14 de Abril, Día de la República

        Ya sé que hoy no es 14 de abril. Y, desde que tenemos democracia, Constitución y Estado Social de Derecho, me importa muy poco que no haya República, por mucho que no me guste que se hereden las coronas. Más que nada, porque es irrelevante que los herederos se las merezcan o no. Son suyas. En fin, que no me interesa.
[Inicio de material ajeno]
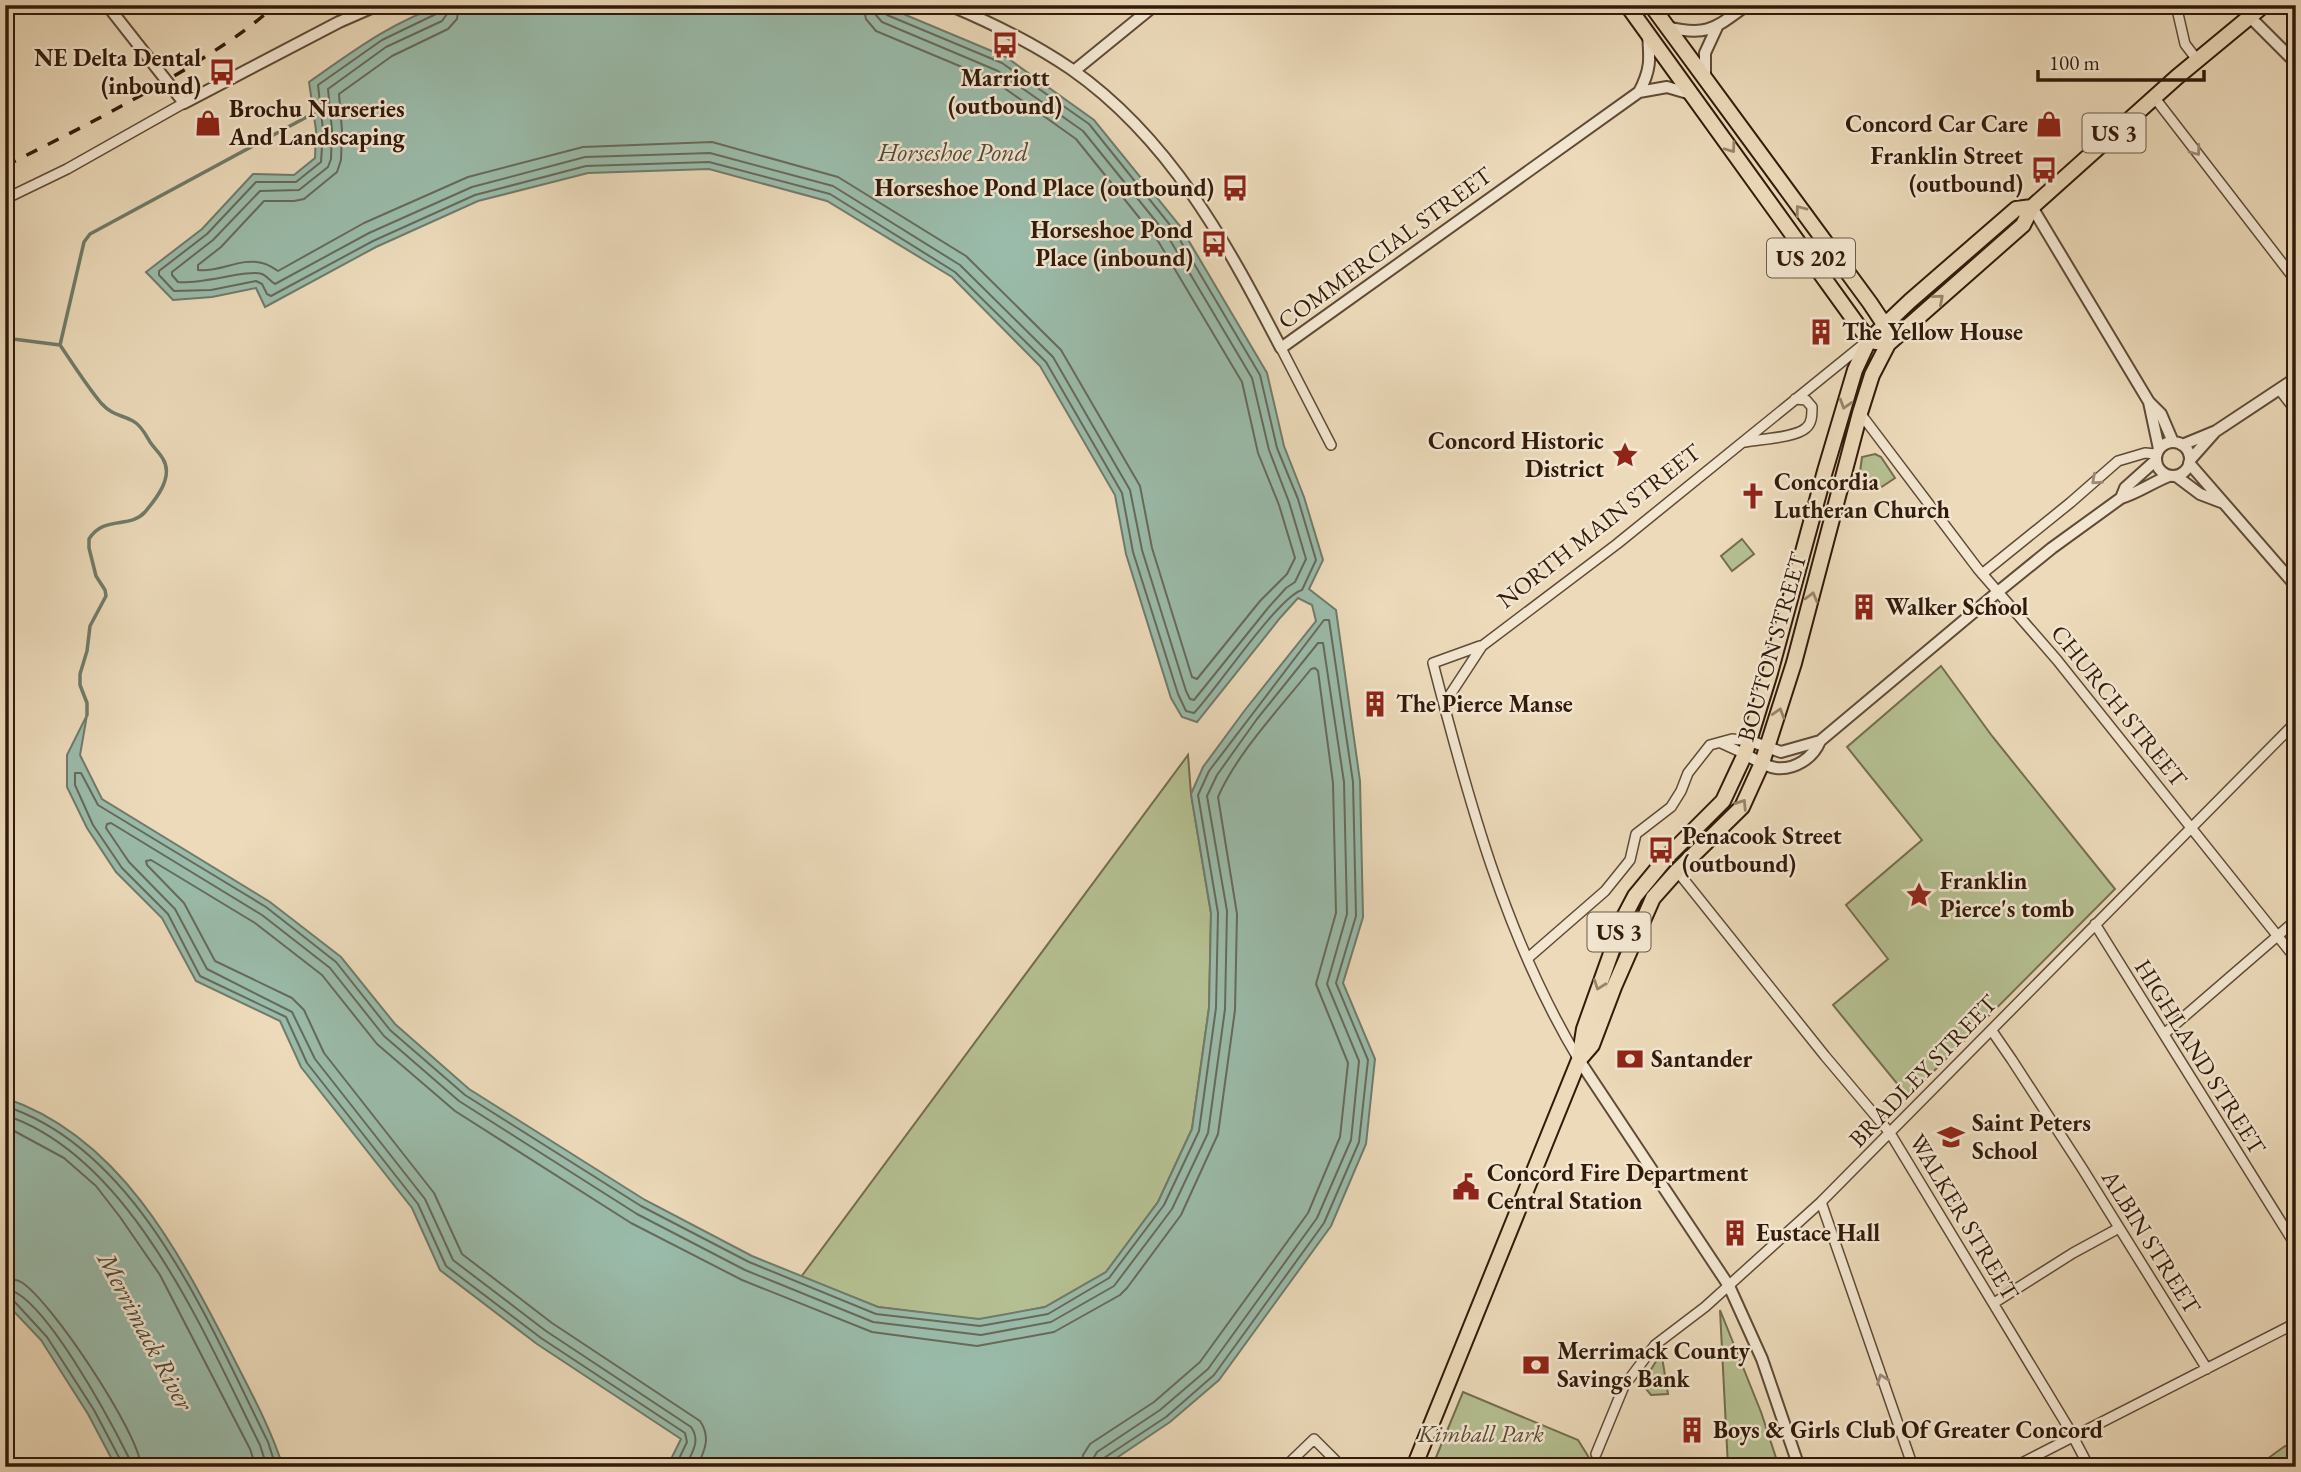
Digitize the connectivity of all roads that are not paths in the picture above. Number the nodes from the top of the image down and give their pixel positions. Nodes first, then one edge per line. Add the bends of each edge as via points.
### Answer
1 (107, 5) edge
2 (378, 5) edge
3 (949, 5) edge
4 (1155, 5) edge
5 (1627, 5) edge
6 (1651, 5) edge
7 (1661, 5) edge
8 (1747, 5) edge
9 (2176, 5) edge
10 (2264, 5) edge
11 (2251, 18) junction
12 (1667, 27) junction
13 (1717, 27) junction
14 (1648, 35) junction
15 (2198, 61) junction
16 (2296, 63) edge
17 (1074, 71) junction
18 (1706, 80) junction
19 (1639, 92) junction
20 (1691, 94) junction
21 (2154, 97) junction
22 (184, 103) junction
23 (5, 199) edge
24 (2032, 206) junction
25 (2296, 281) edge
26 (1884, 324) junction
27 (1869, 340) junction
28 (1888, 344) junction
29 (1281, 348) junction
30 (2296, 378) edge
31 (2279, 389) junction
32 (1795, 399) junction
33 (2149, 402) junction
34 (2296, 411) edge
35 (1860, 412) junction
36 (2216, 431) junction
37 (1744, 442) junction
38 (2178, 443) junction
39 (1331, 445) dead end
40 (2157, 455) junction
41 (2190, 462) junction
42 (2172, 476) junction
43 (2121, 498) junction
44 (2221, 502) junction
45 (1983, 574) junction
46 (2296, 586) edge
47 (1999, 591) junction
48 (1482, 646) junction
49 (1444, 704) junction
50 (2296, 722) edge
51 (1820, 741) junction
52 (1721, 743) junction
53 (1748, 748) junction
54 (1769, 748) junction
55 (1762, 763) junction
56 (2192, 827) junction
57 (1677, 872) junction
58 (2296, 920) edge
59 (2095, 924) junction
60 (2277, 936) junction
61 (1528, 958) junction
62 (2296, 959) edge
63 (1992, 1031) junction
64 (2164, 1034) junction
65 (1579, 1060) junction
66 (1890, 1133) junction
67 (1821, 1202) junction
68 (2119, 1228) junction
69 (2296, 1246) edge
70 (1728, 1286) junction
71 (1994, 1304) junction
72 (2296, 1323) edge
73 (2207, 1369) junction
74 (2074, 1437) junction
75 (1596, 1454) dead end
76 (1285, 1467) edge
77 (1342, 1467) edge
78 (1414, 1467) edge
79 (1799, 1467) edge
80 (1913, 1467) edge
81 (2014, 1467) edge
82 (2089, 1467) edge

1 - 22 street
2 - 22 street
3 - 17 street, COMMERCIAL STREET via 1009,32
4 - 17 street
5 - 14 main road, US 202
6 - 12 main road, US 202
7 - 12 main road
8 - 13 street
9 - 15 street via 2185,44
10 - 11 main road, US 3
11 - 15 main road, US 3
11 - 16 street
12 - 13 street via 1698,32
12 - 18 main road, US 202
13 - 18 street via 1705,53
14 - 19 street via 1648,75
14 - 20 main road, US 202
15 - 21 main road, US 3
17 - 29 street, COMMERCIAL STREET via 1149,138 1177,173 1226,246
26 -> 18 main road, US 202
19 - 20 street, COMMERCIAL STREET via 1667,87
19 - 29 street, COMMERCIAL STREET
20 -> 27 main road, US 202
21 - 24 main road, US 3
21 -> 25 street
22 - 23 street
24 - 26 main road, US 3 via 2016,209
28 -> 24 main road, US 3 via 2023,225
24 - 33 street
26 - 27 main road, BOUTON STREET / US 3
26 - 28 main road, US 202
27 - 28 main road
27 - 32 street, NORTH MAIN STREET
27 -> 53 main road, BOUTON STREET / US 3 via 1855,370 1825,471
28 - 35 main road, BOUTON STREET / US 3
29 - 39 street
30 - 31 street
31 - 34 street
31 - 36 street
32 - 37 street, NORTH MAIN STREET
32 - 37 street, NORTH MAIN STREET via 1806,400 1812,407 1806,429
33 - 38 street
33 - 40 street
35 - 45 street, CHURCH STREET
54 -> 35 main road, BOUTON STREET / US 3
36 - 38 street
36 - 41 street
37 - 48 street, NORTH MAIN STREET
38 - 40 street via 2163,445
38 - 41 street via 2187,449
40 - 42 street via 2160,471
40 - 43 street
40 -> 45 street via 2145,453 2118,461
41 - 42 street via 2185,472
41 - 44 street
42 - 43 street
42 - 44 street
43 - 47 street
44 - 46 street
45 - 47 street, CHURCH STREET
47 - 51 street
47 - 56 street, CHURCH STREET
48 - 49 street, NORTH MAIN STREET
48 - 49 street, NORTH MAIN STREET via 1433,663
49 - 61 street via 1492,867
50 - 56 street, BRADLEY STREET
51 - 54 street via 1787,751
51 - 55 street via 1806,761 1777,768
52 - 53 street
52 - 53 street via 1732,739
52 - 61 street via 1704,752 1671,807 1636,834 1630,860 1605,891
53 - 54 street
53 - 55 street
53 -> 65 main road, US 3 via 1723,802 1634,896 1584,1029
54 - 55 main road, BOUTON STREET / US 3
57 -> 55 main road, US 3 via 1742,807
56 - 59 street, BRADLEY STREET
56 - 60 street, CHURCH STREET
57 - 65 main road, US 3 via 1653,898 1592,1045
57 - 66 street, WALKER STREET
58 - 60 street
59 - 63 street, BRADLEY STREET
59 - 64 street, HIGHLAND STREET
60 - 62 street, CHURCH STREET
60 - 64 street
61 - 65 street
63 - 66 street, BRADLEY STREET
63 - 68 street, ALBIN STREET
64 - 69 street, HIGHLAND STREET
65 - 70 street
65 - 78 main road, US 3
66 - 67 street, BRADLEY STREET
66 - 71 street, WALKER STREET
67 - 70 street, BRADLEY STREET
80 -> 67 street
68 - 71 street
68 - 73 street, ALBIN STREET
70 - 75 street, BRADLEY STREET via 1647,1353 1624,1386
70 - 79 street via 1762,1359
71 - 74 street, WALKER STREET
72 - 73 street
73 - 74 street
74 - 81 street
74 - 82 street, WALKER STREET
76 - 77 street via 1314,1439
        Pero es hora de que diga algo de la Segunda República, ya que no dije nada en el aniversario del 2020 en este blog. Este año, sí, hay tema. Pero va a ser un tema muy personal, como el blog mismo. Porque de lo que voy a hablar no es de esa Segunda República tan traída y llevada; tan moderna, por otra parte (Siempre nos machacan cuando levantamos la cresta: Los Comuneros contra Carlos V, los partidarios del archiduque de Austria contra Felipe V, los republicanos contra los golpistas en el 36, todos ellos ejemplos de la modernidad contra el oscurantismo, y siempre ganó el oscurantismo. Creo que con mala suerte desde 1.500, ya es hora de cambiar de tercio).
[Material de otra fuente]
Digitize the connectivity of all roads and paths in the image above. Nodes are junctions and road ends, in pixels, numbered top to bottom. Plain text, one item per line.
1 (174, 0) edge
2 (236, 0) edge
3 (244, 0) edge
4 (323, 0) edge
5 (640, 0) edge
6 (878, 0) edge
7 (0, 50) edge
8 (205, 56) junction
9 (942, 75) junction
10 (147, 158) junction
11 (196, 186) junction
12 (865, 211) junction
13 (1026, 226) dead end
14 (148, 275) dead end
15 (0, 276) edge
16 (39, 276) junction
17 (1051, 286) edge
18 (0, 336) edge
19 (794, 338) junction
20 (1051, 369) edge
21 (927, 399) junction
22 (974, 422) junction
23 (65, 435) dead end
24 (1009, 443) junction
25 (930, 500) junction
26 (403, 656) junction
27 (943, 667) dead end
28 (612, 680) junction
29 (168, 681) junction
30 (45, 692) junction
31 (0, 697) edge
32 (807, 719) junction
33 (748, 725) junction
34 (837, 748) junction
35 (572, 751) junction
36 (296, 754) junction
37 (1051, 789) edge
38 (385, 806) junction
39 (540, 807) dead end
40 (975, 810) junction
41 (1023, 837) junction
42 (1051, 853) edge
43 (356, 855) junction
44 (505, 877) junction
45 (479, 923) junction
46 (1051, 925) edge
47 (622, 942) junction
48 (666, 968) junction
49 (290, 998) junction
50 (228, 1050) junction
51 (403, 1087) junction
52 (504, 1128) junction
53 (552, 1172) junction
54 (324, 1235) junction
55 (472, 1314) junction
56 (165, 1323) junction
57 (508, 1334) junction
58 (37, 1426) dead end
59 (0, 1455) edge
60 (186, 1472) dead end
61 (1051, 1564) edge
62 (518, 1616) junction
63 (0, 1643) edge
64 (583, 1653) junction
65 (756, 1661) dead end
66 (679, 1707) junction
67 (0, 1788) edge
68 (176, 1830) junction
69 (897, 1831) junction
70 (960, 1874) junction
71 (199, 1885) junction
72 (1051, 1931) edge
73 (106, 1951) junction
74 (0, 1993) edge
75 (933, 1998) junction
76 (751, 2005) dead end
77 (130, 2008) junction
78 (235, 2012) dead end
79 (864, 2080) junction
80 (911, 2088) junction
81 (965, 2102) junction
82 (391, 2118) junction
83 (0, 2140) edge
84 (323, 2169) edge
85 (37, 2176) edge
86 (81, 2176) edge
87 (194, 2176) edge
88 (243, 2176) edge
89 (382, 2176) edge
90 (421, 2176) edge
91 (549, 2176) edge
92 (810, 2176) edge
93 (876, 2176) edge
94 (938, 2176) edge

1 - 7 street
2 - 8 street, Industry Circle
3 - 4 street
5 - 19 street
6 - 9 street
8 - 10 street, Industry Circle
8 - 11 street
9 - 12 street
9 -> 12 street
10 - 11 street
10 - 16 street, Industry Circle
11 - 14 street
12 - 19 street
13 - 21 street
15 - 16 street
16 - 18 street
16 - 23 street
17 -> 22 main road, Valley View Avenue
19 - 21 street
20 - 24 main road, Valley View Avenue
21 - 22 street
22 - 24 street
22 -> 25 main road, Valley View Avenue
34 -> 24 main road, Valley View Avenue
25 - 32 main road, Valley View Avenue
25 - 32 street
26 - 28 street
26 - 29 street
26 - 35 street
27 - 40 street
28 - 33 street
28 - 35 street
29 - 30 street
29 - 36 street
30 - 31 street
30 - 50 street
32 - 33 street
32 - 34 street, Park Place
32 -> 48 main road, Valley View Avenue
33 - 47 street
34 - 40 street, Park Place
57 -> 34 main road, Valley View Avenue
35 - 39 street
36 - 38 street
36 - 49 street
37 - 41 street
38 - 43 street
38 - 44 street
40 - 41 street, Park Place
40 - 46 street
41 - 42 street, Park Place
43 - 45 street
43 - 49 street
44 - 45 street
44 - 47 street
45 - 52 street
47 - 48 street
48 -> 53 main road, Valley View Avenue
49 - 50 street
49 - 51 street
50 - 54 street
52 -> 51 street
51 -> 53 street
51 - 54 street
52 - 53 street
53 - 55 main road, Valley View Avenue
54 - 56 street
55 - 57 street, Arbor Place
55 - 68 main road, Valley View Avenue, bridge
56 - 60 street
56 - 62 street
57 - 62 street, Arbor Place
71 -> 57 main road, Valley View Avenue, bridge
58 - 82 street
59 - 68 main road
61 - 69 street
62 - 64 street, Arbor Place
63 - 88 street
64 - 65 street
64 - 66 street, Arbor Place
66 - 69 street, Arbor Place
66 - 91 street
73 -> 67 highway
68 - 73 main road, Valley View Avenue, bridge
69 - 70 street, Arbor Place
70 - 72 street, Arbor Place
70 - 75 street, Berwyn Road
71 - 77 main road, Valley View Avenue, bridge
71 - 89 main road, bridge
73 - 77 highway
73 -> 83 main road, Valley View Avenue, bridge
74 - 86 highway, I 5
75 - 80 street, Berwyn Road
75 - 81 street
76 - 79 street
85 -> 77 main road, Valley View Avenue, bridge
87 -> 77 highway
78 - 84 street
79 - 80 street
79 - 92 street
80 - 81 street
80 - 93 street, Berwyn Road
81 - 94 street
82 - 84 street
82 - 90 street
        Y ya he opinado sobre política, que era algo que no quería hacer hoy. Porque esta vez va de mis amigos del Puente de Vallecas, de los vinos en la calle de la Cruz y de celebraciones, que era lo que más nos gustaba del mundo a los comunistas en el 75: Celebrar algo con un vino peleón y unos buenos amigos. Así que mis amigos peceros me llevaron a celebrar el aniversario de la República, el 14 de abril de 1975, a la ronda de vinos de casi todos los días; porque después de la reunión política que tocara -y casi todos los días había una-, nos íbamos de vinos, "para desengrasar", y en esos paseos de barra a barra y de chato a chato -comencé pidiendo cafés pero me rendí al poco tiempo y acabé pidiendo vinos que dejaba sin tocar, porque realmente eran muchos- era cuando realmente se aprendía de política, se hablaba de la situación del país y se comentaba el "ruido de sables", que fue muy, muy real durante demasiado tiempo.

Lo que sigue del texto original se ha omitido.